_Task to complete:_ Pictures are to be left out, but please repeat each record exactly.

* * * * *

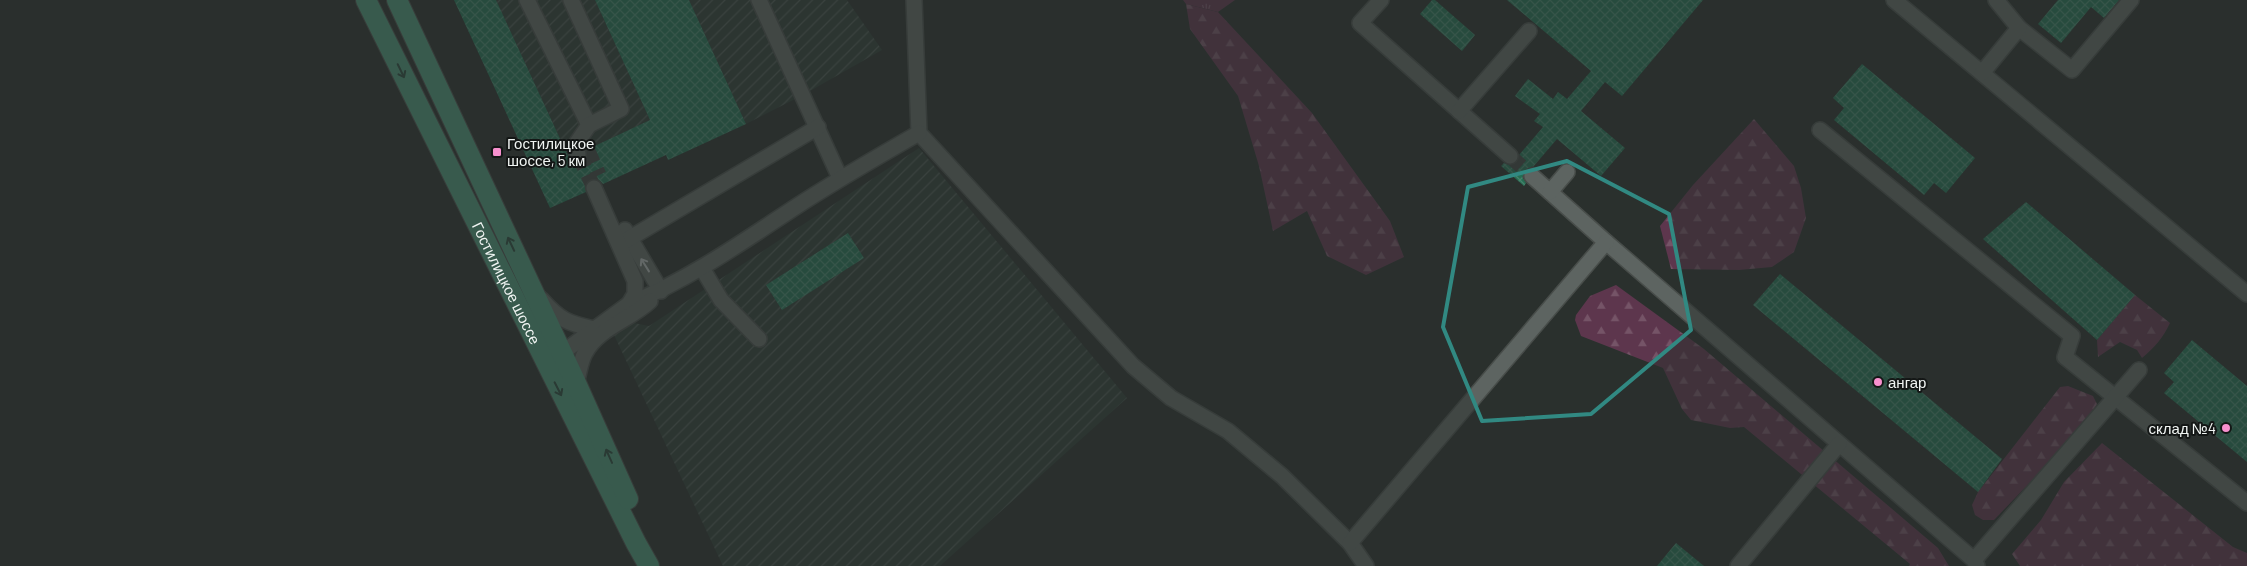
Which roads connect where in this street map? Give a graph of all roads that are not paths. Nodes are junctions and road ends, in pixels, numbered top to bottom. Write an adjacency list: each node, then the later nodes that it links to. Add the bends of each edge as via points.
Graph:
1 (366, 0): 33 (main road, Гостилицкое шоссе, one-way to 33)
2 (397, 0): 27 (main road, Гостилицкое шоссе, one-way to 2)
3 (527, 0): 4 (street, via 584,141 621,109)
4 (571, 0)
5 (759, 0): 15 (street)
6 (914, 0): 17 (street)
7 (1381, 0): 14 (street, via 1360,23)
8 (1996, 0): 11 (street)
9 (2131, 0): 11 (street, via 2072,70)
10 (1899, 2): 13 (street)
11 (2019, 28): 13 (street)
12 (1530, 31): 14 (street)
13 (1982, 73): 29 (street)
14 (1459, 111): 18 (street)
15 (818, 127): 21 (street); 24 (street)
16 (1820, 130): 36 (street, via 2072,336 2065,357)
17 (919, 133): 21 (street); 39 (street, via 1133,366 1171,398 1228,431 1282,476)
18 (1510, 156)
19 (1567, 172): 23 (street)
20 (1532, 176): 23 (street)
21 (840, 178): 26 (street)
22 (599, 186): 24 (street)
23 (1550, 192): 25 (street)
24 (624, 241): 28 (street, one-way to 24); 30 (street, via 635,281 635,294)
25 (1606, 242): 37 (street); 39 (street)
26 (702, 268): 28 (street); 32 (street, via 721,300)
27 (532, 288): 31 (street, via 553,313 569,324); 33 (main road, Гостилицкое шоссе)
28 (661, 291): 30 (street); 35 (street, via 642,308 597,337 584,354)
29 (2247, 294)
30 (629, 304): 31 (street)
31 (594, 329): 33 (street)
32 (759, 338)
33 (554, 359): 35 (main road, Гостилицкое шоссе); 41 (main road, Гостилицкое шоссе, one-way to 41)
34 (2139, 370): 36 (street)
35 (576, 383): 42 (main road, Гостилицкое шоссе, one-way to 35)
36 (2116, 398): 38 (street); 40 (street)
37 (1839, 444): 40 (street); 44 (street)
38 (2247, 503)
39 (1350, 543): 43 (street)
40 (1975, 563)
41 (649, 566)
42 (654, 566)
43 (1366, 566)
44 (1738, 566)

* * * * *

_Answer section:_
Which roads connect where in this street map? Give a graph of all roads that are not paths. Nodes are junctions and road ends, in pixels, numbered top to bottom. Write an adjacency list: each node, then the later nodes that it links to. Add the bends of each edge as via points.
Graph:
1 (366, 0): 33 (main road, Гостилицкое шоссе, one-way to 33)
2 (397, 0): 27 (main road, Гостилицкое шоссе, one-way to 2)
3 (527, 0): 4 (street, via 584,141 621,109)
4 (571, 0)
5 (759, 0): 15 (street)
6 (914, 0): 17 (street)
7 (1381, 0): 14 (street, via 1360,23)
8 (1996, 0): 11 (street)
9 (2131, 0): 11 (street, via 2072,70)
10 (1899, 2): 13 (street)
11 (2019, 28): 13 (street)
12 (1530, 31): 14 (street)
13 (1982, 73): 29 (street)
14 (1459, 111): 18 (street)
15 (818, 127): 21 (street); 24 (street)
16 (1820, 130): 36 (street, via 2072,336 2065,357)
17 (919, 133): 21 (street); 39 (street, via 1133,366 1171,398 1228,431 1282,476)
18 (1510, 156)
19 (1567, 172): 23 (street)
20 (1532, 176): 23 (street)
21 (840, 178): 26 (street)
22 (599, 186): 24 (street)
23 (1550, 192): 25 (street)
24 (624, 241): 28 (street, one-way to 24); 30 (street, via 635,281 635,294)
25 (1606, 242): 37 (street); 39 (street)
26 (702, 268): 28 (street); 32 (street, via 721,300)
27 (532, 288): 31 (street, via 553,313 569,324); 33 (main road, Гостилицкое шоссе)
28 (661, 291): 30 (street); 35 (street, via 642,308 597,337 584,354)
29 (2247, 294)
30 (629, 304): 31 (street)
31 (594, 329): 33 (street)
32 (759, 338)
33 (554, 359): 35 (main road, Гостилицкое шоссе); 41 (main road, Гостилицкое шоссе, one-way to 41)
34 (2139, 370): 36 (street)
35 (576, 383): 42 (main road, Гостилицкое шоссе, one-way to 35)
36 (2116, 398): 38 (street); 40 (street)
37 (1839, 444): 40 (street); 44 (street)
38 (2247, 503)
39 (1350, 543): 43 (street)
40 (1975, 563)
41 (649, 566)
42 (654, 566)
43 (1366, 566)
44 (1738, 566)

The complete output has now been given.